◆ Problem description: Since only the words are wanted, reproduce every entry exactly and leave the images behind.

[Stored data entries]
-=-=-=-=-
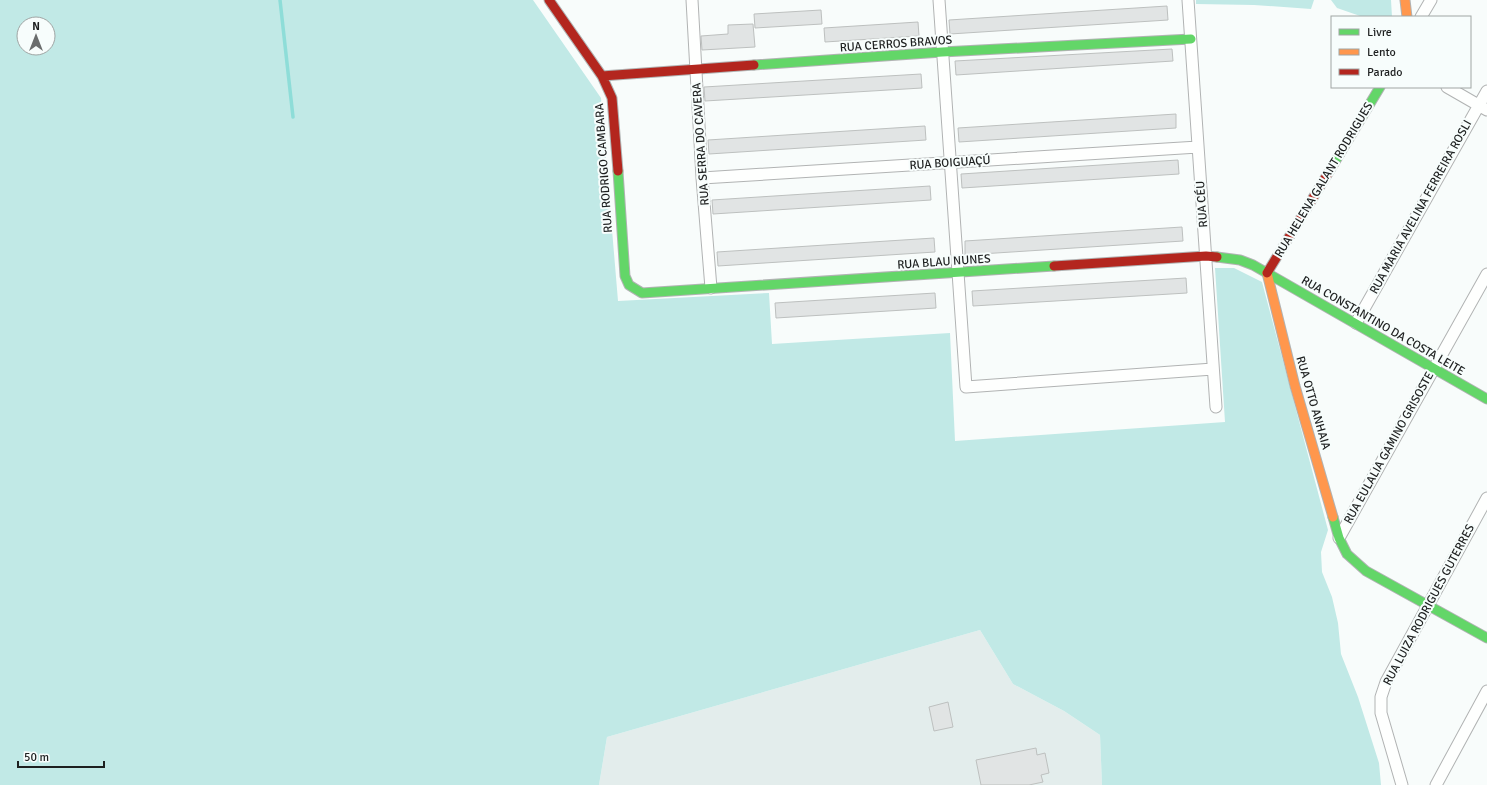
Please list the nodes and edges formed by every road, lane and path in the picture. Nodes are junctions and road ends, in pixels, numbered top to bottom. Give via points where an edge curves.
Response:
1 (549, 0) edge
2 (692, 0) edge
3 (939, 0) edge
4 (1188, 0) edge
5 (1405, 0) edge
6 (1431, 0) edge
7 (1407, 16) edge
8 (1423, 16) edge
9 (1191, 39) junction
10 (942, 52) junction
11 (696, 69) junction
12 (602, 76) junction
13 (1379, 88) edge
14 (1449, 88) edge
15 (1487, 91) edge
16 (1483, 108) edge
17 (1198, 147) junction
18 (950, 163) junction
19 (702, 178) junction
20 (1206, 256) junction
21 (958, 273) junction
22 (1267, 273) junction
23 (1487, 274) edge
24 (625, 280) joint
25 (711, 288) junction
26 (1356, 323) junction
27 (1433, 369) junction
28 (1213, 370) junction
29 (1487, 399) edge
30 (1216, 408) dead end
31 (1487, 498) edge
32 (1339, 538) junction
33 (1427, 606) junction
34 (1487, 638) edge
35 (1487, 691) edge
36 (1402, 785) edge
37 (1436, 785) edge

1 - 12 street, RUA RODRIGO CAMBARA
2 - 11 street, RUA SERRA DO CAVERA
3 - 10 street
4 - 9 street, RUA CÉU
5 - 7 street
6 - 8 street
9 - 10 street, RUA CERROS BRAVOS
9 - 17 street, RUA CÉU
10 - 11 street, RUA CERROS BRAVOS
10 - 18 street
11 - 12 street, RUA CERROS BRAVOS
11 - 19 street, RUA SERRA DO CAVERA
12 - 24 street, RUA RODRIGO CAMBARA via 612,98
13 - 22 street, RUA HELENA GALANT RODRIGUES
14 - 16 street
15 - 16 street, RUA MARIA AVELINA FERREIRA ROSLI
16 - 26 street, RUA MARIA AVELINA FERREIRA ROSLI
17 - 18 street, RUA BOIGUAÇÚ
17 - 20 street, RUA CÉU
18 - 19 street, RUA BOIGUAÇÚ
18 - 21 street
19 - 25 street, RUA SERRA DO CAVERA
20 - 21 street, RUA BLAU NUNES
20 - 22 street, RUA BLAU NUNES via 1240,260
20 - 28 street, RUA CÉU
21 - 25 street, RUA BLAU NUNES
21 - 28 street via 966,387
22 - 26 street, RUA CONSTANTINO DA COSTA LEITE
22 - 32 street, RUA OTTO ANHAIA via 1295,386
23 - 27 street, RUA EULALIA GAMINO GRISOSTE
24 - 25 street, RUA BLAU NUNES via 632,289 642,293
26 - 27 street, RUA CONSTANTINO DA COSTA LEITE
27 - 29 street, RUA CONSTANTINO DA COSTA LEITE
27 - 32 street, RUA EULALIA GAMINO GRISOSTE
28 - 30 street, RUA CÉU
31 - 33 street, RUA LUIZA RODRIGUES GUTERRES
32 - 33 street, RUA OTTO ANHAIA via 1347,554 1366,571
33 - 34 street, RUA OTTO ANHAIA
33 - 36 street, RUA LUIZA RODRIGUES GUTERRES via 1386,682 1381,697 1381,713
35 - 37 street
-=-=-=-=-
◆ Task output:
Please list the nodes and edges formed by every road, lane and path in the picture. Nodes are junctions and road ends, in pixels, numbered top to bottom. Give via points where an edge curves.
Response:
1 (549, 0) edge
2 (692, 0) edge
3 (939, 0) edge
4 (1188, 0) edge
5 (1405, 0) edge
6 (1431, 0) edge
7 (1407, 16) edge
8 (1423, 16) edge
9 (1191, 39) junction
10 (942, 52) junction
11 (696, 69) junction
12 (602, 76) junction
13 (1379, 88) edge
14 (1449, 88) edge
15 (1487, 91) edge
16 (1483, 108) edge
17 (1198, 147) junction
18 (950, 163) junction
19 (702, 178) junction
20 (1206, 256) junction
21 (958, 273) junction
22 (1267, 273) junction
23 (1487, 274) edge
24 (625, 280) joint
25 (711, 288) junction
26 (1356, 323) junction
27 (1433, 369) junction
28 (1213, 370) junction
29 (1487, 399) edge
30 (1216, 408) dead end
31 (1487, 498) edge
32 (1339, 538) junction
33 (1427, 606) junction
34 (1487, 638) edge
35 (1487, 691) edge
36 (1402, 785) edge
37 (1436, 785) edge

1 - 12 street, RUA RODRIGO CAMBARA
2 - 11 street, RUA SERRA DO CAVERA
3 - 10 street
4 - 9 street, RUA CÉU
5 - 7 street
6 - 8 street
9 - 10 street, RUA CERROS BRAVOS
9 - 17 street, RUA CÉU
10 - 11 street, RUA CERROS BRAVOS
10 - 18 street
11 - 12 street, RUA CERROS BRAVOS
11 - 19 street, RUA SERRA DO CAVERA
12 - 24 street, RUA RODRIGO CAMBARA via 612,98
13 - 22 street, RUA HELENA GALANT RODRIGUES
14 - 16 street
15 - 16 street, RUA MARIA AVELINA FERREIRA ROSLI
16 - 26 street, RUA MARIA AVELINA FERREIRA ROSLI
17 - 18 street, RUA BOIGUAÇÚ
17 - 20 street, RUA CÉU
18 - 19 street, RUA BOIGUAÇÚ
18 - 21 street
19 - 25 street, RUA SERRA DO CAVERA
20 - 21 street, RUA BLAU NUNES
20 - 22 street, RUA BLAU NUNES via 1240,260
20 - 28 street, RUA CÉU
21 - 25 street, RUA BLAU NUNES
21 - 28 street via 966,387
22 - 26 street, RUA CONSTANTINO DA COSTA LEITE
22 - 32 street, RUA OTTO ANHAIA via 1295,386
23 - 27 street, RUA EULALIA GAMINO GRISOSTE
24 - 25 street, RUA BLAU NUNES via 632,289 642,293
26 - 27 street, RUA CONSTANTINO DA COSTA LEITE
27 - 29 street, RUA CONSTANTINO DA COSTA LEITE
27 - 32 street, RUA EULALIA GAMINO GRISOSTE
28 - 30 street, RUA CÉU
31 - 33 street, RUA LUIZA RODRIGUES GUTERRES
32 - 33 street, RUA OTTO ANHAIA via 1347,554 1366,571
33 - 34 street, RUA OTTO ANHAIA
33 - 36 street, RUA LUIZA RODRIGUES GUTERRES via 1386,682 1381,697 1381,713
35 - 37 street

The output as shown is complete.